- WHAT IS BEING ASKED:
In the material below, find every line containing the string "edges" and return it.

- MATERIAL FOR THIS EXERCISE:
━━━━━━━━━━━━━━━━━━━━

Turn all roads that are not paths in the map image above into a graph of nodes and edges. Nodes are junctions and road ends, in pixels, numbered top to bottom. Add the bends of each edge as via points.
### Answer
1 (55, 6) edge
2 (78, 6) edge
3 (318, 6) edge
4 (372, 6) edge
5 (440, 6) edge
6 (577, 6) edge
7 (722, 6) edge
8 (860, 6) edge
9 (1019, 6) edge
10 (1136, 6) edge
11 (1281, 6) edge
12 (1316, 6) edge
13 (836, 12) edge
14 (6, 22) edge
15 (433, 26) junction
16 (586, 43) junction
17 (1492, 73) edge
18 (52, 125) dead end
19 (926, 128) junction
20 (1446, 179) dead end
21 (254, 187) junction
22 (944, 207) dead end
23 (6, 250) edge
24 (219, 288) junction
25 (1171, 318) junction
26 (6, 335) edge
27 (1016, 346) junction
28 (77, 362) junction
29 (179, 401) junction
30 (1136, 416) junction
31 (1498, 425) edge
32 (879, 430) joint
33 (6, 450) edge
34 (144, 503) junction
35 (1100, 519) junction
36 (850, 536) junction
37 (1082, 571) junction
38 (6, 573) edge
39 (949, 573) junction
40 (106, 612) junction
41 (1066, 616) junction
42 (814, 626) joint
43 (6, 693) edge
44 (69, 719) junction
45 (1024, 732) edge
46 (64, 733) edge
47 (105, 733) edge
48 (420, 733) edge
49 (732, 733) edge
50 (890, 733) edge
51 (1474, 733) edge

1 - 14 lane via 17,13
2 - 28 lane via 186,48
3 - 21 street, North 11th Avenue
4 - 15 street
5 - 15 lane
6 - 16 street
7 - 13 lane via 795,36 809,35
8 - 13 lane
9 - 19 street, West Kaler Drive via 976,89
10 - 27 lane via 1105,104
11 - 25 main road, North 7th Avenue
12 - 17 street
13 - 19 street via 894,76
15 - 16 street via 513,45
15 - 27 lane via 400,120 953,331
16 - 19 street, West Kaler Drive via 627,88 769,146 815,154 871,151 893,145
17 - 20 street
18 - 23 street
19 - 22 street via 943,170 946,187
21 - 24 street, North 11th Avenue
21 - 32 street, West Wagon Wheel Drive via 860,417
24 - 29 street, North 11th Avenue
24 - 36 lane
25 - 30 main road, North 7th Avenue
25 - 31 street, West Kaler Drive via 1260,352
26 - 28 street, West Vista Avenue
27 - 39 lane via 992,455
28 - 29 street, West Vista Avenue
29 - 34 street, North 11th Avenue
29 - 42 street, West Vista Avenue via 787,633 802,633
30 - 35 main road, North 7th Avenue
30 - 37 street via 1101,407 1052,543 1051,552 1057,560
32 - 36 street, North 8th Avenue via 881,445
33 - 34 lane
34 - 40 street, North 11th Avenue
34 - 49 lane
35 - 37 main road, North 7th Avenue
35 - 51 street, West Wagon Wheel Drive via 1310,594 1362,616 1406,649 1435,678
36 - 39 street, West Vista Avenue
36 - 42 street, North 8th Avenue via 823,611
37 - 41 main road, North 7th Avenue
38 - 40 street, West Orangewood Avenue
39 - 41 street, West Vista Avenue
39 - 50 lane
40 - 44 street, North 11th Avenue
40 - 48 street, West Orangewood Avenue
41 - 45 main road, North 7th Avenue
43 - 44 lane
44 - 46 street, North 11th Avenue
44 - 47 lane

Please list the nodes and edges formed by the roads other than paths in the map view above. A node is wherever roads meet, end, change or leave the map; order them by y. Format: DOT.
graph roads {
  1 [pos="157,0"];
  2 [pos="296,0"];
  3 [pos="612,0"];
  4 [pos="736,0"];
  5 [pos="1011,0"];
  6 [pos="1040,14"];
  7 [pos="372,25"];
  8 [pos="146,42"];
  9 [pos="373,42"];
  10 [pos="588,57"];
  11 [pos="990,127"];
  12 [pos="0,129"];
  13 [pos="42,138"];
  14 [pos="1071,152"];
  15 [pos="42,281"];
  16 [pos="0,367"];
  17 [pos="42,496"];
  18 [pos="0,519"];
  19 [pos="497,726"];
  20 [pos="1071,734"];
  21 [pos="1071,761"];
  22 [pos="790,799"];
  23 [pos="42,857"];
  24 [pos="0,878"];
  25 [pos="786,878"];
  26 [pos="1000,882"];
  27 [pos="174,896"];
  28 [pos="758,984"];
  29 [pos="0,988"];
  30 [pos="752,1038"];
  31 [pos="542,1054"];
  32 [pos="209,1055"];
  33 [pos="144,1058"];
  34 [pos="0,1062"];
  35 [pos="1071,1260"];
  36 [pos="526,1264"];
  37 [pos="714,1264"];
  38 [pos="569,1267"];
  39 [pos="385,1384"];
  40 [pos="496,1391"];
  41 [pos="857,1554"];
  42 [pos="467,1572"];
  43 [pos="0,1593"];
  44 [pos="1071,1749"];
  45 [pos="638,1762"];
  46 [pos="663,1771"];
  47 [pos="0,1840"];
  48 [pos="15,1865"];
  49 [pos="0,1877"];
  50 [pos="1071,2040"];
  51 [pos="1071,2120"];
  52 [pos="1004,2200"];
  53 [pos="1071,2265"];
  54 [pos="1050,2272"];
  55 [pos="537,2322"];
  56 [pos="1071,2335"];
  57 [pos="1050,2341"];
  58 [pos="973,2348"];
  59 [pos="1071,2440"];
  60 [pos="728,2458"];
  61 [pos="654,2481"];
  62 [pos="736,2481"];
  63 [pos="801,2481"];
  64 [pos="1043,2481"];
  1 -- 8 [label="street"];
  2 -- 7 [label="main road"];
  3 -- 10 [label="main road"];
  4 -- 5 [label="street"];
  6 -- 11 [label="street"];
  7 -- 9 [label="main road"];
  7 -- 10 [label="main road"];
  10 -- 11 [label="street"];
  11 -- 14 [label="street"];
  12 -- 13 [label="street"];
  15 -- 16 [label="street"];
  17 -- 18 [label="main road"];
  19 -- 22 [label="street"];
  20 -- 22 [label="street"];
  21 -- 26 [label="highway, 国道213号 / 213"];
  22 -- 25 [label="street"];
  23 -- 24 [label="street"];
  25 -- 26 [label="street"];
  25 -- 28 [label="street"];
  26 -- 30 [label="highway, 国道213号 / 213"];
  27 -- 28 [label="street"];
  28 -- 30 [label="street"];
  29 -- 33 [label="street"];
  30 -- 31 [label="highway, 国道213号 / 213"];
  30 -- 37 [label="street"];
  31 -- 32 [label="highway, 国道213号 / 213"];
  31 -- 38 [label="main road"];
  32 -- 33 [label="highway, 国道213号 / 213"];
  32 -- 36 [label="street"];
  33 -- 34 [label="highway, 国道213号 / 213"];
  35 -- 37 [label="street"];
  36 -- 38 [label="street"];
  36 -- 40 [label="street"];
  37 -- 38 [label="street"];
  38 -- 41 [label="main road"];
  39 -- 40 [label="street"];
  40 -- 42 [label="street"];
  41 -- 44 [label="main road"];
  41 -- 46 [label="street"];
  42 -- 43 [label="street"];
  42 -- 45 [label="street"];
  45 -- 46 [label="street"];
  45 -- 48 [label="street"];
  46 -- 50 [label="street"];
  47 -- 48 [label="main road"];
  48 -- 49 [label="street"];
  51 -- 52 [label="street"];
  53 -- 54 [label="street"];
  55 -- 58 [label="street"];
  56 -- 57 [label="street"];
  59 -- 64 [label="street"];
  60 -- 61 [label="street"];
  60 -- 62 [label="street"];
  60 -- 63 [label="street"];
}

━━━━━━━━━━━━━━━━━━━━

- SOLVED EXERCISE:
Turn all roads that are not paths in the map image above into a graph of nodes and edges. Nodes are junctions and road ends, in pixels, numbered top to bottom. Add the bends of each edge as via points.
Please list the nodes and edges formed by the roads other than paths in the map view above. A node is wherever roads meet, end, change or leave the map; order them by y. Format: DOT.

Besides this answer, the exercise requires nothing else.